Die Daten des Kampfjet-Plans seien auf geheimen Computern gewesen, die nicht mit dem Internet verbunden seien, berichtete die Zeitung. Sie zitierte ehemalige Regierungsvertreter, welche die Hacker in China vermuteten. Auch in das Luftverkehrskontrollsystem der US-Luftwaffe seien Hacker in den vergangenen Monaten Hacker eingedrungen.
Schutz sehr schwierig
US-Luftwaffengeneral Robert Elder verwies am Dienstag vor Journalisten in Washington darauf, dass der Schutz von Daten bei großen Rüstungsprojekten sehr schwierig sei. An der Entwicklung des neuen Kampfflugzeugs F-35 etwa seien rund 100 Firmen beteiligt, sagte er. "Jedes Mal, wenn wir Daten austauschen, laufen wir Gefahr, dass wir diese mit jemandem teilen, mit dem wir sie nicht teilen wollen."
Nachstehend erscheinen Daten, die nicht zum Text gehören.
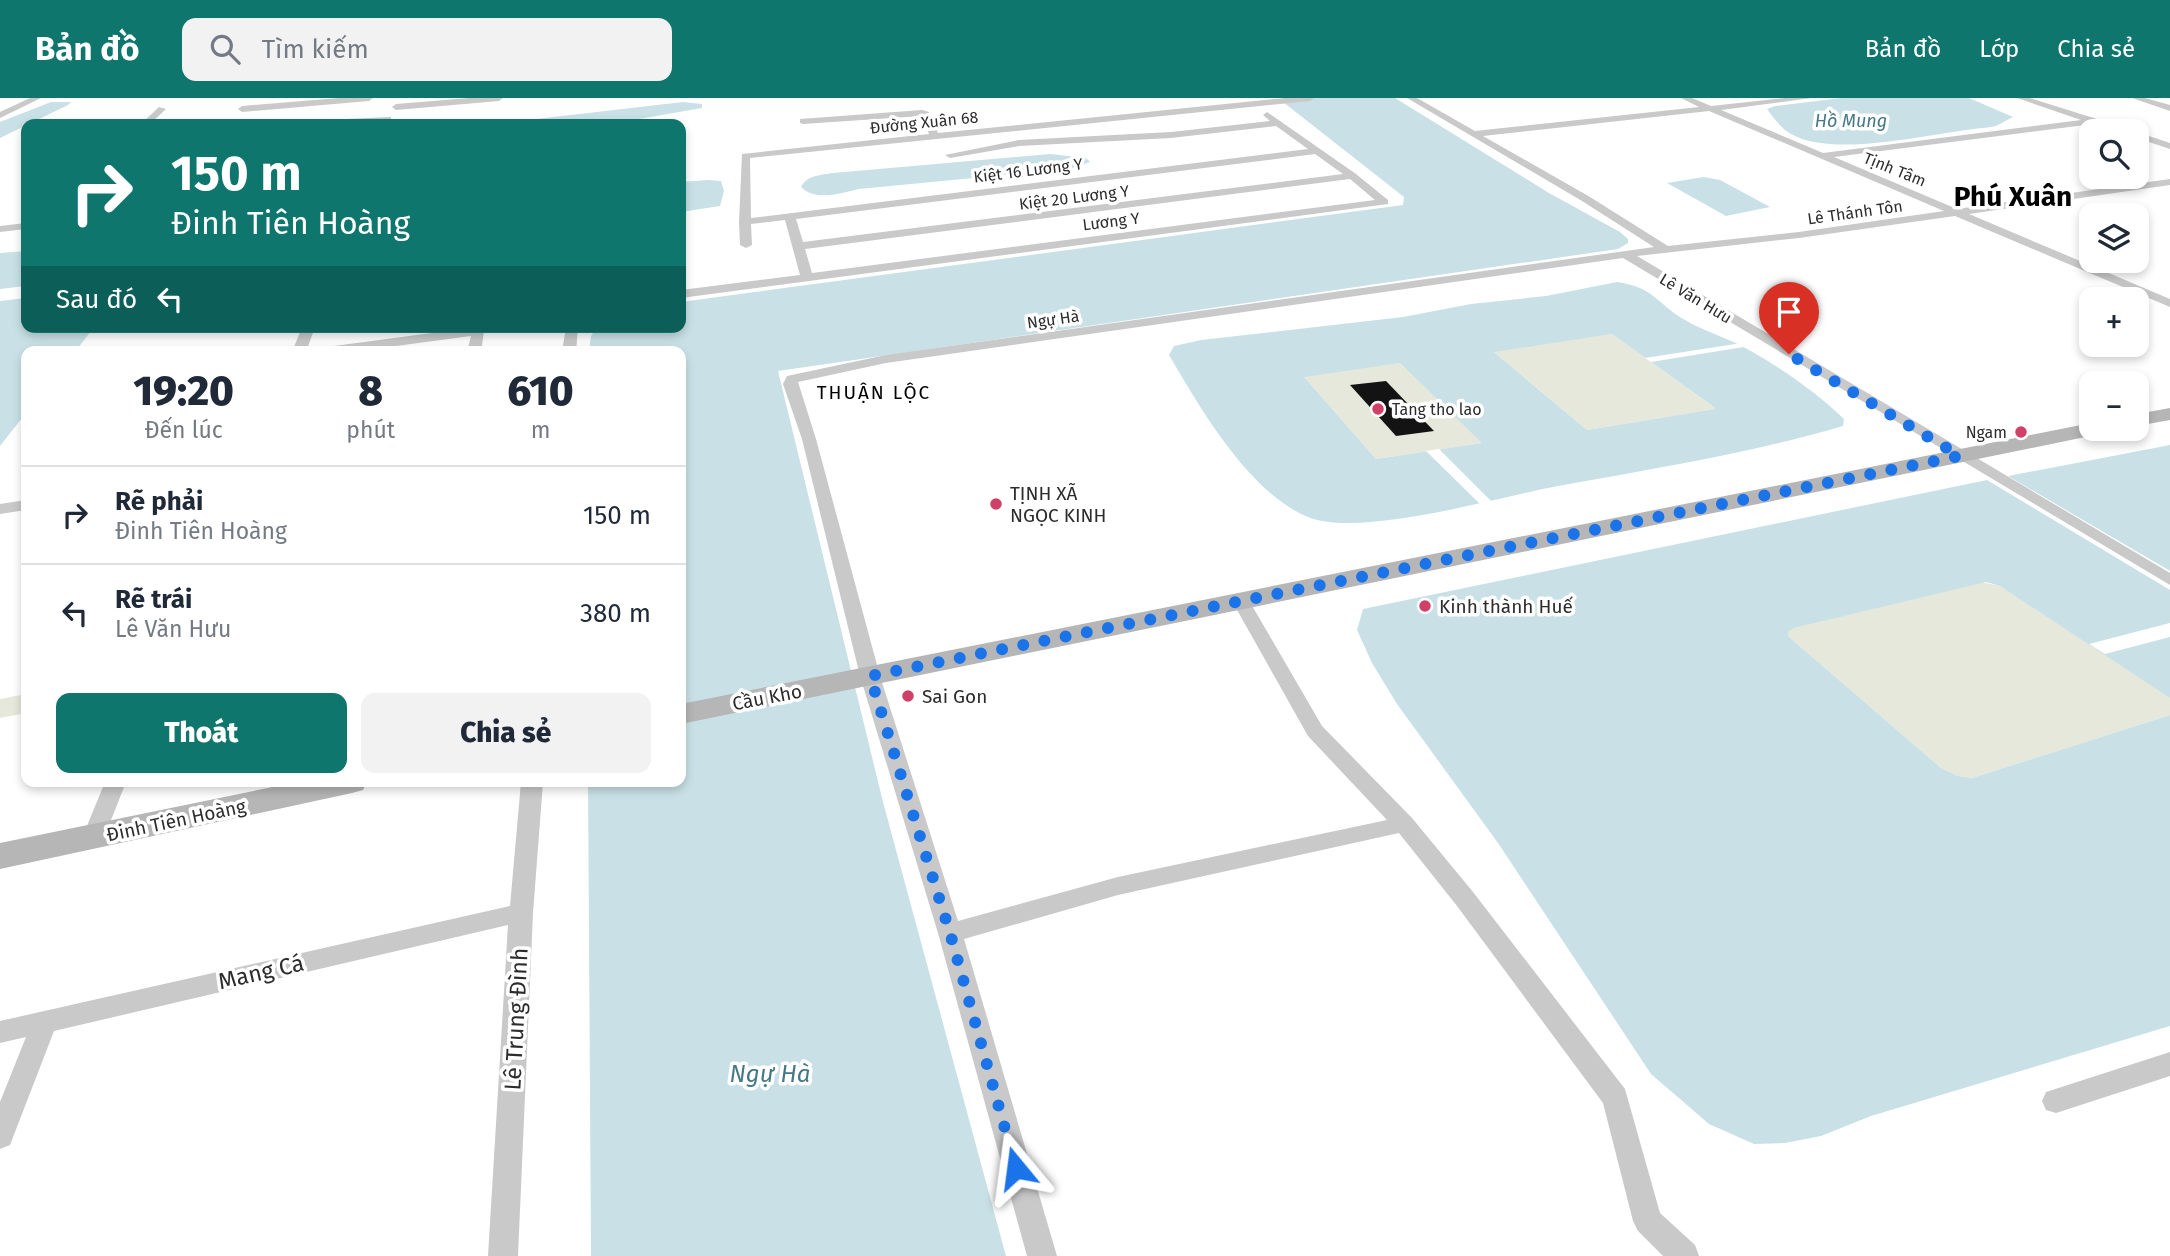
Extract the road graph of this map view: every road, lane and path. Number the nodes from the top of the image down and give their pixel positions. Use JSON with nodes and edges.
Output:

"Hacker-Angriffe verdoppelt"
Laut US-Verteidigungsministerium haben versuchte Zugriffe auf geheime US-Daten in den vergangenen Monaten stark zugenommen. Solche Hacker-Angriffe hätten sich "in letzter Zeit verdoppelt", sagte Pentagon-Sprecher Bryan Whitman am Dienstag. Er sehe aber keinen Anlass für besondere Besorgnis: "Wir haben robuste Schutzmaßnahmen für unsere Netzwerke", fügte der Sprecher hinzu. Seines Wissens nach seien bei dem Hacker-Angriff auf das Pentagon keine sensiblen Daten geknackt worden. Zu Details wollte er sich aber nicht äußern.
China rüstet auf
In einem Bericht war das Pentagon erst vor kurzem zu dem Schluss gekommen, dass insbesondere China seine Kapazitäten zur Cyber-Spionage stark ausbaue.